Ultimate X-Men Is The Fresh Start Marvel’s Mutants Need

Ultimate X-Men Is The Fresh Start Marvel’s Mutants Need

As is so often the case, it’s a rough time to be an X-Men fan. The Krakoan age, The latest ambitious take on Marvel’s children of the atom is coming to a close this year, in a not-very satisfying fashion. Picking up the dying torch of this mainline series are more business-as-usual takes on the beloved characters. It appeared like my comic check-out cart would be X-Men-less. However, mutant fans have another choice. The newly released Ultimate X-Men #1 is exactly what fans of Marvel’s mutants need right now. Here’s why.

Ultimate X-Men is a blank slate unburdened by canon and the need to adhere to annual events. Taking place in the new Ultimate universe, jump started by superstar writer Jonathan Hickman (mastermind of the Krakoan age), Ultimate X-Men hands the reins over to writer and artist Peach Momoko. Readers are introduced to recently graduated middle-schooler Hisako Ichiki, who some readers may know as Armor. But she’s not Armor yet. Instead, she is a deeply insecure young girl struggling to find her place in a world that seems unwilling to accept her.

Unlike the other two Ultimate books currently on shelves (Spider-Man and Black Panther), which give readers new takes on familiar characters and stories, Ultimate X-Men seems like an X-Men story in name only. The first issue is stripped of any recognizable elements. No Charles, No Magneto, nothing.

Marvel Comics

Momoko cuts to the core of what makes a good X-Men story thematically, rather than visually. The first issue focuses solely on Hisako, making the reader understand and empathize with her. She is faced with a feeling of isolation and otherness while falling deeper into the mystery of why people at her school are dying. It’s an unsettling story that leans into J-Horror influences. There’s a palpable sense of dread throughout the issue, as Hisako is haunted by a shadowy figure rendered in Momoko’s signature watercolor style.

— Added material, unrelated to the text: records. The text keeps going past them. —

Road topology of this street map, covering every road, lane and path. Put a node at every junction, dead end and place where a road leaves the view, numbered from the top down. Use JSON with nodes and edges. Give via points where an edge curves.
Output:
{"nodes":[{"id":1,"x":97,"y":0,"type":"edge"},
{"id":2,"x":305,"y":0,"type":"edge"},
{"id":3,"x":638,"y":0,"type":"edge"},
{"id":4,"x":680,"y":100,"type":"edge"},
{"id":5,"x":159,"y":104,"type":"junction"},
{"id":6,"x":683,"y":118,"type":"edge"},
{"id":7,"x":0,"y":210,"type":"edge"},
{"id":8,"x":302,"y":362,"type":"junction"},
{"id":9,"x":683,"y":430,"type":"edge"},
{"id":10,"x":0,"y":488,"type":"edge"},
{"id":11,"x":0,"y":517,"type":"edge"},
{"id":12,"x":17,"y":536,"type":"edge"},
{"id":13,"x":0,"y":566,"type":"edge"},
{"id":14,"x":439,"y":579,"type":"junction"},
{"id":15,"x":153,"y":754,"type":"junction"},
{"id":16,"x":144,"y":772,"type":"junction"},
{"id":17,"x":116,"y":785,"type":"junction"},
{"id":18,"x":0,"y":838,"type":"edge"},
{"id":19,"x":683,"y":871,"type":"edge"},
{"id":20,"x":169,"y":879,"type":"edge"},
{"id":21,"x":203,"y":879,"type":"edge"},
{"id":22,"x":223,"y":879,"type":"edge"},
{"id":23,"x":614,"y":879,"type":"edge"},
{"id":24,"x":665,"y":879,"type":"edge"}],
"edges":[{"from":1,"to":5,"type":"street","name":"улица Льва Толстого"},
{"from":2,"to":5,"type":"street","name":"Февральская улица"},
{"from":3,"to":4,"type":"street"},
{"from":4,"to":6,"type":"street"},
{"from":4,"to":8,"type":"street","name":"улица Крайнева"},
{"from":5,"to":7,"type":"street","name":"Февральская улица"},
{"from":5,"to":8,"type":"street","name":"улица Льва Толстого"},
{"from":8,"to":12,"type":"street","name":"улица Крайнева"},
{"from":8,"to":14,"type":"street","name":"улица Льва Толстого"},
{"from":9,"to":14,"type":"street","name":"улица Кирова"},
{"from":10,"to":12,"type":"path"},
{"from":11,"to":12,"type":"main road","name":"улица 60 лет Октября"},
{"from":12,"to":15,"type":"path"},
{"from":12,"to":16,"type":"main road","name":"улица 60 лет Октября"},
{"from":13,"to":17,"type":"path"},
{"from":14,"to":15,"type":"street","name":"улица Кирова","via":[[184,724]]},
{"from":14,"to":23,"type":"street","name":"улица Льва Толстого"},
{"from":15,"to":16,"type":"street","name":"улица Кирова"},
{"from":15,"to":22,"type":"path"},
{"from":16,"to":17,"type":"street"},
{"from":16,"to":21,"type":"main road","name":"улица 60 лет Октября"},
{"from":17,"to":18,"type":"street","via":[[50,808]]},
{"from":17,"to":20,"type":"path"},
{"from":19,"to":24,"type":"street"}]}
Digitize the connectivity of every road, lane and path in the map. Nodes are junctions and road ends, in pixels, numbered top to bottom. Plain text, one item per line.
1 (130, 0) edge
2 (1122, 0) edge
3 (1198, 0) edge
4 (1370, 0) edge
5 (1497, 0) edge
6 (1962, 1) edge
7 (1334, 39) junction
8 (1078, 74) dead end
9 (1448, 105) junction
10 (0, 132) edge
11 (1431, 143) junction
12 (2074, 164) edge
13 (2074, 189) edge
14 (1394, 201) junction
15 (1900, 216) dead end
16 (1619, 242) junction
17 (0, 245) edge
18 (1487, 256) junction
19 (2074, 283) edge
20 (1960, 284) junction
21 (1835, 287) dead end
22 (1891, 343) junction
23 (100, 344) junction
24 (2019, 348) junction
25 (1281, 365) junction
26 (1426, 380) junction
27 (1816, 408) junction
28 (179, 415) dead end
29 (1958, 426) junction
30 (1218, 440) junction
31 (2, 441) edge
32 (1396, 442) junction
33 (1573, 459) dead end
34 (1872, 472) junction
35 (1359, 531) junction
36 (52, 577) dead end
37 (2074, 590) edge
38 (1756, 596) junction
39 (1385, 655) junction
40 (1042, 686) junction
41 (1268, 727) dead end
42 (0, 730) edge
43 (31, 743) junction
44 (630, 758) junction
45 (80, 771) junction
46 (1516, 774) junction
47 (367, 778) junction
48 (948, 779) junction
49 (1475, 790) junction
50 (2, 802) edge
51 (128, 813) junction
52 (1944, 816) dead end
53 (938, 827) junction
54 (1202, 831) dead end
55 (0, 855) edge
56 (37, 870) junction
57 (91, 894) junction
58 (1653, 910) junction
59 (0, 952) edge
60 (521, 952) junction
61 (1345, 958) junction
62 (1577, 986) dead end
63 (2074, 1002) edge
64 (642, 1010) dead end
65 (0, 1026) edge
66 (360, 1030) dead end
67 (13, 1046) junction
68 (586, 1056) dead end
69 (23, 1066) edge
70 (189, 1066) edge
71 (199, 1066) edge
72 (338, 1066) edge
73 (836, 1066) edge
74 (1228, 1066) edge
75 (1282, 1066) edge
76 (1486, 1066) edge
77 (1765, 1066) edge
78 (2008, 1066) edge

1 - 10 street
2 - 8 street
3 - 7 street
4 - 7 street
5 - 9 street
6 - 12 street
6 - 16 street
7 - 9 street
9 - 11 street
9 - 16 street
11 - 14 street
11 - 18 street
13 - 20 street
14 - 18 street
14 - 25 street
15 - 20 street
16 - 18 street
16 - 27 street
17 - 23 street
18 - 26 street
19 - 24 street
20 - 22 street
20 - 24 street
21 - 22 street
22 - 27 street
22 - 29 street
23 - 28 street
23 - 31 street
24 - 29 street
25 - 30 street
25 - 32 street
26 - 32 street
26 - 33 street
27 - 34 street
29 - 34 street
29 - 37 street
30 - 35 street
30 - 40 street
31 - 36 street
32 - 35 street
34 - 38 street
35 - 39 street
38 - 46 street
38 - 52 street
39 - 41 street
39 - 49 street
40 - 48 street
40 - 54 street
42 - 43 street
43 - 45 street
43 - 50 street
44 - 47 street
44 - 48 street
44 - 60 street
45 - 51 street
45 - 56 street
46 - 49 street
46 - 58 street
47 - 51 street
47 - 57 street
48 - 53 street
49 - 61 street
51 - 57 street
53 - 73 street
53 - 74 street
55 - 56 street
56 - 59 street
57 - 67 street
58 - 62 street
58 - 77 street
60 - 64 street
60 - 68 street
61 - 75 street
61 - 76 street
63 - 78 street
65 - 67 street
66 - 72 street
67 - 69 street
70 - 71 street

Just like her work on projects such as Demon Days, the color and expressive stroke Momoko uses to render the world and its characters enriches the emotions the story evokes. It’s scary at times, but in a way that honors the X-Men’s history of standing in for marginalized communities or those who are othered for any reason. We may not have even read the word mutant yet in Ultimate X-Men, but we already know that this is the mutant experience. In only one issue, the narrative and artistic confidence on display in Ultimate X-Men is enough to make me hopeful for things to come.

That hope comes with major reservations, of course. Not about Momoko or Hisako’s story, but about the Ultimate universe itself. The first time the Ultimate universe was created (as Ultimate Marvel in 2000) it led to incredible work like Brian Michael Bendis’s Spider-Man run. It was an initiative that aimed to ignore decades of convoluted canon in favor new stories that were easy to jump into with no prior knowledge. But by 2015, the Ultimate universe had gotten complicated enough that Marvel merged it with the main universe. Similarly, Hickman’s Krakoan age of X-Men—which started in 2019 with House of X and Powers of X—is already ending with the Fall of the House of X and Rise of the Powers of X.

Giving Hickman the opportunity to guide his own rendition of the Ultimate universe separate from canon seems like an attempt to deliver on the lofty promise of Krakoa—A new status quo. We just don’t know how long it will last. But while we have it, Ultimate X-Men is a fresh alternative to the mainline comics that’s perfect for new and old fans.